** Data for this task follows **
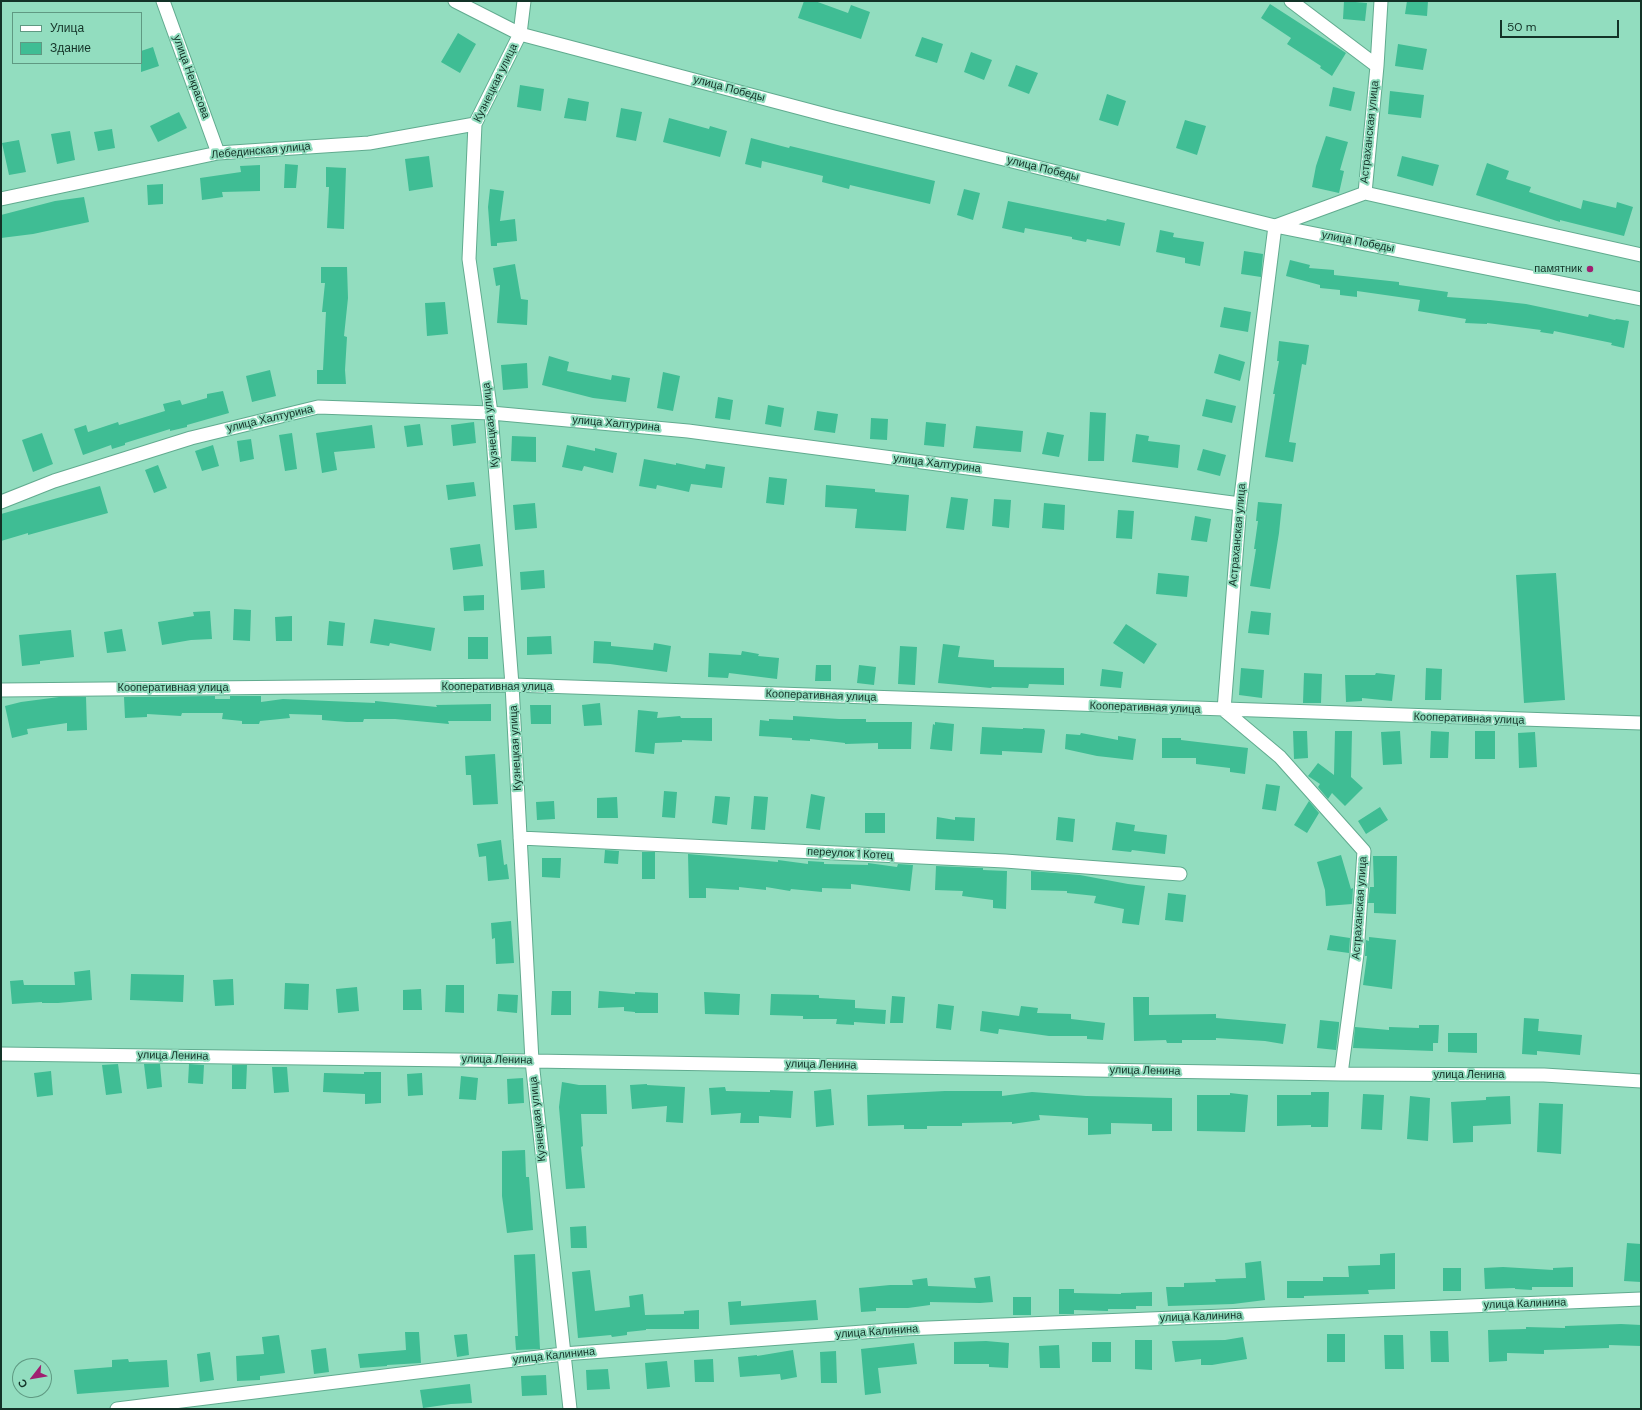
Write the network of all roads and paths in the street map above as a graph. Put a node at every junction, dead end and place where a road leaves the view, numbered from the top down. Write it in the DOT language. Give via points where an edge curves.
graph roads {
  1 [pos="163,1"];
  2 [pos="455,1"];
  3 [pos="524,1"];
  4 [pos="1291,1"];
  5 [pos="1381,1"];
  6 [pos="520,34"];
  7 [pos="1377,66"];
  8 [pos="475,124"];
  9 [pos="218,153"];
  10 [pos="1364,193"];
  11 [pos="1,199"];
  12 [pos="1275,226"];
  13 [pos="1641,256"];
  14 [pos="1641,299"];
  15 [pos="491,413"];
  16 [pos="1,502"];
  17 [pos="1240,504"];
  18 [pos="512,685"];
  19 [pos="1,690"];
  20 [pos="1224,710"];
  21 [pos="1641,723"];
  22 [pos="520,838"];
  23 [pos="1180,874"];
  24 [pos="1,1054"];
  25 [pos="532,1060"];
  26 [pos="1341,1074"];
  27 [pos="1641,1081"];
  28 [pos="1641,1299"];
  29 [pos="563,1354"];
  30 [pos="117,1409"];
  31 [pos="570,1409"];
  1 -- 9 [label="street, улица Некрасова"];
  2 -- 6 [label="street, улица Победы"];
  3 -- 6 [label="street, Кузнецкая улица"];
  4 -- 7 [label="street"];
  5 -- 7 [label="street, Астраханская улица"];
  6 -- 8 [label="street, Кузнецкая улица"];
  6 -- 12 [label="street, улица Победы" via="834,117"];
  7 -- 10 [label="street, Астраханская улица"];
  8 -- 9 [label="street, Лебединская улица" via="369,143"];
  8 -- 15 [label="street, Кузнецкая улица" via="469,259"];
  9 -- 11 [label="street, Лебединская улица"];
  10 -- 12 [label="street, Астраханская улица"];
  10 -- 13 [label="street"];
  12 -- 14 [label="street, улица Победы"];
  12 -- 17 [label="street, Астраханская улица"];
  15 -- 16 [label="street, улица Халтурина" via="318,407 191,438 54,481"];
  15 -- 17 [label="street, улица Халтурина" via="688,431"];
  15 -- 18 [label="street, Кузнецкая улица"];
  17 -- 20 [label="street, Астраханская улица"];
  18 -- 19 [label="street, Кооперативная улица"];
  18 -- 20 [label="street, Кооперативная улица"];
  18 -- 22 [label="street, Кузнецкая улица"];
  20 -- 21 [label="street, Кооперативная улица"];
  20 -- 26 [label="street, Астраханская улица" via="1280,757 1364,851 1357,954"];
  22 -- 23 [label="street, переулок 1 Котец" via="1005,861"];
  22 -- 25 [label="street, Кузнецкая улица"];
  24 -- 25 [label="street, улица Ленина"];
  25 -- 26 [label="street, улица Ленина"];
  25 -- 29 [label="street, Кузнецкая улица"];
  26 -- 27 [label="street, улица Ленина" via="1544,1075"];
  28 -- 29 [label="street, улица Калинина" via="904,1329"];
  29 -- 30 [label="street, улица Калинина"];
  29 -- 31 [label="street, Кузнецкая улица"];
}
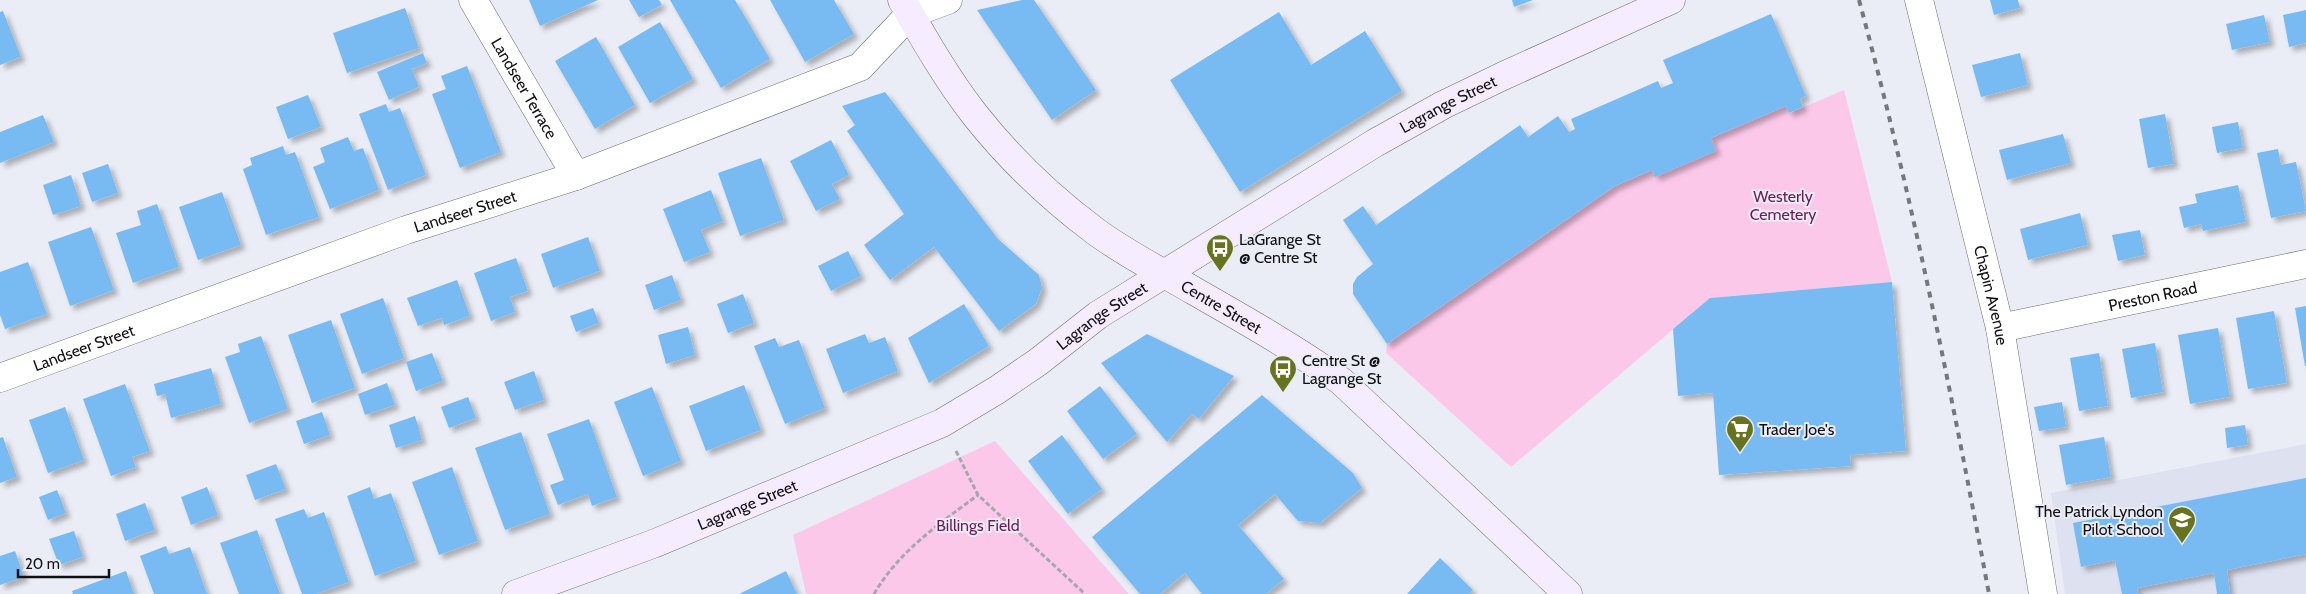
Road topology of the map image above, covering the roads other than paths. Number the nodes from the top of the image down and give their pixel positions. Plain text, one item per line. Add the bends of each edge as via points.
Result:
1 (473, 0) edge
2 (948, 0) edge
3 (1671, 0) edge
4 (1919, 0) edge
5 (906, 7) edge
6 (576, 176) junction
7 (2306, 264) edge
8 (1163, 273) junction
9 (2000, 328) junction
10 (0, 378) edge
11 (516, 594) edge
12 (1568, 594) edge
13 (2043, 594) edge

1 - 6 street, Landseer Terrace
2 - 5 street
3 - 8 main road, Lagrange Street via 1443,105
4 - 9 street, Chapin Avenue
5 - 6 street, Landseer Street via 860,67
5 - 8 main road, Centre Street via 946,75 1001,145 1094,230
6 - 10 street, Landseer Street via 406,230
7 - 9 street, Preston Road
8 - 11 main road, Lagrange Street via 1085,323 1038,362 997,390 942,423 653,544
8 - 12 main road, Centre Street via 1299,352 1341,381
9 - 13 street, Chapin Avenue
** End of Data for this task **
**Exercise brief:**
The answer must consist of every line from the records above that holds "Лебединская".

**The completed task:**
  8 -- 9 [label="street, Лебединская улица" via="369,143"];
  9 -- 11 [label="street, Лебединская улица"];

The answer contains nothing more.